(Dataset excerpts)
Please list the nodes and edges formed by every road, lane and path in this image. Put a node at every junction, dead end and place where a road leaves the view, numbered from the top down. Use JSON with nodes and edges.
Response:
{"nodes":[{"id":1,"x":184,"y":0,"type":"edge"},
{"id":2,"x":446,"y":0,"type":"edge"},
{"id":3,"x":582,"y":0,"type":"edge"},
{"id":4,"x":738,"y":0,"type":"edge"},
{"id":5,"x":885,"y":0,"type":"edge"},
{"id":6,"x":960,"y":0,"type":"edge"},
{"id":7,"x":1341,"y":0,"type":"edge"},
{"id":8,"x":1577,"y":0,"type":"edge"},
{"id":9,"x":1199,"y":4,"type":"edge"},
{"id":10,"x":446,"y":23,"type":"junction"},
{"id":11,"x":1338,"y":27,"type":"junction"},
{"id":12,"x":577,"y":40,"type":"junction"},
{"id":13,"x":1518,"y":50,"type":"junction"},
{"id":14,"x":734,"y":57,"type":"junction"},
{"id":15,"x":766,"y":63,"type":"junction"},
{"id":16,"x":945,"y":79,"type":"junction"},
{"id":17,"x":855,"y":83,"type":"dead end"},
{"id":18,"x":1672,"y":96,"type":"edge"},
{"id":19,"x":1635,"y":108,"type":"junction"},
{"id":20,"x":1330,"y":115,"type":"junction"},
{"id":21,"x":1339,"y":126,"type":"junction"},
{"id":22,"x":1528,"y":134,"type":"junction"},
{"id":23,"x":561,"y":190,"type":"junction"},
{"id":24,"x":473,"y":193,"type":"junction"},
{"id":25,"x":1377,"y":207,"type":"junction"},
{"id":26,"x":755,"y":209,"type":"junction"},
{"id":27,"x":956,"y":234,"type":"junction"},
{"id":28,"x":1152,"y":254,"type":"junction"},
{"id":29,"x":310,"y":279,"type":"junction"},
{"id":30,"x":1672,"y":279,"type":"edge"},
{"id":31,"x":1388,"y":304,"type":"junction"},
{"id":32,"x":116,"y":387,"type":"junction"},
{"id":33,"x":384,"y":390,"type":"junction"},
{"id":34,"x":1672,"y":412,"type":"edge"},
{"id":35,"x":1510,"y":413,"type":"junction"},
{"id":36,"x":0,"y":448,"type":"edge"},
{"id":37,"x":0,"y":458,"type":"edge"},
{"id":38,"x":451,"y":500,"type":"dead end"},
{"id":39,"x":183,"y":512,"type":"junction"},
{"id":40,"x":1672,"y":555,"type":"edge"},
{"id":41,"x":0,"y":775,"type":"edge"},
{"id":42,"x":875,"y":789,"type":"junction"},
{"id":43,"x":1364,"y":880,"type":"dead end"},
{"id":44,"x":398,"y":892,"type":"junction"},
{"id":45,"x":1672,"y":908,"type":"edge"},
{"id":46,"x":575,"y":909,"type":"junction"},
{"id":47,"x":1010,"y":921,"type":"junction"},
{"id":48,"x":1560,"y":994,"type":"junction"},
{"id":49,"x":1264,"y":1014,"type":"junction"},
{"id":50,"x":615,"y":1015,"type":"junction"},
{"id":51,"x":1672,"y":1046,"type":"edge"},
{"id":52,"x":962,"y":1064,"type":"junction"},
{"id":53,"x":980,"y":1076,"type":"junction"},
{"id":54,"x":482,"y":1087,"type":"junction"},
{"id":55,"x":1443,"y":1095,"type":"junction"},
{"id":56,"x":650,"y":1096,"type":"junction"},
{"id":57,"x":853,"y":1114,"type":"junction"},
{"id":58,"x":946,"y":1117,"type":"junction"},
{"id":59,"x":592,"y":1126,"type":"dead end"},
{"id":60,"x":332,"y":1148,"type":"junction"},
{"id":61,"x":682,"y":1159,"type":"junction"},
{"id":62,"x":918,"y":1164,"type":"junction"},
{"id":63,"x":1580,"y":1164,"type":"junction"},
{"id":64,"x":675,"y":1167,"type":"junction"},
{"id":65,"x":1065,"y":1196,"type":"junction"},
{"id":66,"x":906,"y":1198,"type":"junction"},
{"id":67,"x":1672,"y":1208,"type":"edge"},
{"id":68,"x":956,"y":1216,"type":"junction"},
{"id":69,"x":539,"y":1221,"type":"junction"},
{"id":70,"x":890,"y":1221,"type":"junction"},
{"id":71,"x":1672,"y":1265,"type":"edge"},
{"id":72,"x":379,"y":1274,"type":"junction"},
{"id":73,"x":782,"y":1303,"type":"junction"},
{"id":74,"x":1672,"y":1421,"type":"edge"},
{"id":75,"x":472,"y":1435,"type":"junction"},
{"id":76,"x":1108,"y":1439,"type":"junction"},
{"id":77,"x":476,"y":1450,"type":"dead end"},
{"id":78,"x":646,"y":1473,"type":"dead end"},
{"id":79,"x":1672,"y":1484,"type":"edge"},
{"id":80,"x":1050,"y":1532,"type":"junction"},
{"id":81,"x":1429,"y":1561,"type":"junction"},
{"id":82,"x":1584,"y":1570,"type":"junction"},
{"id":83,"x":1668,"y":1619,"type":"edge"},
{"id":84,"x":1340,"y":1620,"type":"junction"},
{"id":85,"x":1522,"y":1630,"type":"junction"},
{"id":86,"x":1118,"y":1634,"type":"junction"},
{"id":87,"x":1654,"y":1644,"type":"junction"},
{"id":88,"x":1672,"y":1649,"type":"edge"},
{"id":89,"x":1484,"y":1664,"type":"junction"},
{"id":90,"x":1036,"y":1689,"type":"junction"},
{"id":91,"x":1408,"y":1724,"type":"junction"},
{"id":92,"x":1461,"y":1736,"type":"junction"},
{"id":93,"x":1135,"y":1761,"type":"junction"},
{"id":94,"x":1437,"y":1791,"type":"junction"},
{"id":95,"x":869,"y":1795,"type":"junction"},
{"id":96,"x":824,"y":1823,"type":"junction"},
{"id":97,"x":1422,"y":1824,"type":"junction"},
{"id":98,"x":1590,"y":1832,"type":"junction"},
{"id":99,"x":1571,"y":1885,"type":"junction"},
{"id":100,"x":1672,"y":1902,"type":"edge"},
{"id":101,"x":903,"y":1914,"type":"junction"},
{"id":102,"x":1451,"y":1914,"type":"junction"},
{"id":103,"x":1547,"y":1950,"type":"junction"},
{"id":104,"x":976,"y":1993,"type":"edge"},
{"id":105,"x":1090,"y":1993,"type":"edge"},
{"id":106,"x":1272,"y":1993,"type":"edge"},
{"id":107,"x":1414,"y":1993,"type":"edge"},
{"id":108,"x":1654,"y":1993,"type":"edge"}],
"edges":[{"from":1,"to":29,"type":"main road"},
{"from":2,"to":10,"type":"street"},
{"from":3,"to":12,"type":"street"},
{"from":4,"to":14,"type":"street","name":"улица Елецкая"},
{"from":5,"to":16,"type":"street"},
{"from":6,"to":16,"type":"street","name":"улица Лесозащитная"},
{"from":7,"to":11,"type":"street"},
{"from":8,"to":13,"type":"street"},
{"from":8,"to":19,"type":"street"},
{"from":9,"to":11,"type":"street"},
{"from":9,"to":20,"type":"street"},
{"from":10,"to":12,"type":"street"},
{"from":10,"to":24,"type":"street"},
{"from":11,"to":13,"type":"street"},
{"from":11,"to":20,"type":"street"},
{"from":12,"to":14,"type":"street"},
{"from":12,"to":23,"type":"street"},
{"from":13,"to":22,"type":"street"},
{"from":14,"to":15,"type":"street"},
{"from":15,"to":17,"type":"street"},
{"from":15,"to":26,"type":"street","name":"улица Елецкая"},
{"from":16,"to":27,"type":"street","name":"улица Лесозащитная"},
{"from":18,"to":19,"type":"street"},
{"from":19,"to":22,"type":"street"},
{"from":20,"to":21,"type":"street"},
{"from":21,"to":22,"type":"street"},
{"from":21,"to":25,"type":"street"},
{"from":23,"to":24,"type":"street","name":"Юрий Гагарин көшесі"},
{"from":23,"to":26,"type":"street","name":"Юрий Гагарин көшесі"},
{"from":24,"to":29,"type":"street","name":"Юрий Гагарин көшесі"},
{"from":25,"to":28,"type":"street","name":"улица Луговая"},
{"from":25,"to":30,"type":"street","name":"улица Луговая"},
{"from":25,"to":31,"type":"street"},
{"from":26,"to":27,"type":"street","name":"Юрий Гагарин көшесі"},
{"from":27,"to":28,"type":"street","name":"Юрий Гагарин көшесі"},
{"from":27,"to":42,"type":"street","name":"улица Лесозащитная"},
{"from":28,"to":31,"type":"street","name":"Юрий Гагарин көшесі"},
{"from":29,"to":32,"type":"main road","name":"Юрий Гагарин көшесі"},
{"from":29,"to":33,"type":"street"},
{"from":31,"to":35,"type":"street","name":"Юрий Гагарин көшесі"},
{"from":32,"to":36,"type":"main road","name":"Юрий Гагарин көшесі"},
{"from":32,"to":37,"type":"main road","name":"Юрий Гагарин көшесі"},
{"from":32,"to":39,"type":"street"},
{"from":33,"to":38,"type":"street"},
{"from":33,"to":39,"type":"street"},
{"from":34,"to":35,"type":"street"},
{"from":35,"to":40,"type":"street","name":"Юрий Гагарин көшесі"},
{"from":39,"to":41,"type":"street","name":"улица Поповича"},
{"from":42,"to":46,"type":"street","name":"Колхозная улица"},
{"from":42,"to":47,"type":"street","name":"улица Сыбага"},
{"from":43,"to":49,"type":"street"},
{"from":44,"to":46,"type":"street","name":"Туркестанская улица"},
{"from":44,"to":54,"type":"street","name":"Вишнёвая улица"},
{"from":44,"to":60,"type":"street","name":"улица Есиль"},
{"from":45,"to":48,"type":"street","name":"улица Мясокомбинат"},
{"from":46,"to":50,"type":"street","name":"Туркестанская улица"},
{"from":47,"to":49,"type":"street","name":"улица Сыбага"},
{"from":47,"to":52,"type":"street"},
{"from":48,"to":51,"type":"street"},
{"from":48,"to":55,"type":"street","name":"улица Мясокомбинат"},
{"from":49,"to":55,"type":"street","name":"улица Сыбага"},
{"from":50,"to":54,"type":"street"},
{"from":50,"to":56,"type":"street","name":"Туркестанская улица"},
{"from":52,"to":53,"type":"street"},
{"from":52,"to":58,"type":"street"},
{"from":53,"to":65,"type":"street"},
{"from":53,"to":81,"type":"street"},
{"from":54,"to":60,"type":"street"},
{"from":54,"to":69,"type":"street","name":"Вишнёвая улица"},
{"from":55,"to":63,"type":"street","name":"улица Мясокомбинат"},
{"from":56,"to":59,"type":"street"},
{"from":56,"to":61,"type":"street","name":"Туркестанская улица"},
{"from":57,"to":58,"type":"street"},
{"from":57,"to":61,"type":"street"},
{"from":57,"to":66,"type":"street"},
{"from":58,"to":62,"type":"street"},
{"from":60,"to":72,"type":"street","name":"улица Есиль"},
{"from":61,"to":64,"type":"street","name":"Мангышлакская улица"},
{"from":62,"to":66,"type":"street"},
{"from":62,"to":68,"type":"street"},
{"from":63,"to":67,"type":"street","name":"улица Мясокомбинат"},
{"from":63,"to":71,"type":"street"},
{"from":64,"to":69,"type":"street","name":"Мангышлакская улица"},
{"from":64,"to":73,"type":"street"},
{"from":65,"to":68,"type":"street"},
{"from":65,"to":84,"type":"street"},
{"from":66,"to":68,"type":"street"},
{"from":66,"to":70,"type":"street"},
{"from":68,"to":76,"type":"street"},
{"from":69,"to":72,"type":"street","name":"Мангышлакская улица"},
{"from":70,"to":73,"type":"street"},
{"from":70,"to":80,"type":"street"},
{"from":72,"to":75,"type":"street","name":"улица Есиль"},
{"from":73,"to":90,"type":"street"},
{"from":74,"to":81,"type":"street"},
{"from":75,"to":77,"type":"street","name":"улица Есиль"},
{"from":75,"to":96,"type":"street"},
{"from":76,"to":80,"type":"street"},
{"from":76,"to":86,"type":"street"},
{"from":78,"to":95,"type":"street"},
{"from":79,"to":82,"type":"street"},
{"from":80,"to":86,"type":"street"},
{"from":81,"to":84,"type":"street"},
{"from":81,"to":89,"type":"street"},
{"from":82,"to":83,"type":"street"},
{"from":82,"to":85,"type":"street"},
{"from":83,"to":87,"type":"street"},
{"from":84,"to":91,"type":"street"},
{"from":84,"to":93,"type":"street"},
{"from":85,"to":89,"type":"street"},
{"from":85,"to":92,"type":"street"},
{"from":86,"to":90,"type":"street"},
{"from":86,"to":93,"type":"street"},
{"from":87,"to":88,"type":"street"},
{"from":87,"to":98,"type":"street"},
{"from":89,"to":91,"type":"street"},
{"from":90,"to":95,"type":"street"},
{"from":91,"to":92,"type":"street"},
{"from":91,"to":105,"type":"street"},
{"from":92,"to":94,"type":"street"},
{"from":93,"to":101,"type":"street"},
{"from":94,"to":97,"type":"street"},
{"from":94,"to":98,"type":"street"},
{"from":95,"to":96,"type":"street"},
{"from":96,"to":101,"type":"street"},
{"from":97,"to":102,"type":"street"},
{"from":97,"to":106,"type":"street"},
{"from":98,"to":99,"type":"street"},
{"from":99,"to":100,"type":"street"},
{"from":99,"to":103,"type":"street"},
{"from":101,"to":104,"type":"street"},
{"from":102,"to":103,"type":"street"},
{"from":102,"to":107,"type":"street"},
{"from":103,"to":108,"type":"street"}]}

#### [Task goal]
Pick each line holding the word "Сыбага" out of the data and copy it.

#### [Answer space]
{"from":42,"to":47,"type":"street","name":"улица Сыбага"},
{"from":47,"to":49,"type":"street","name":"улица Сыбага"},
{"from":49,"to":55,"type":"street","name":"улица Сыбага"},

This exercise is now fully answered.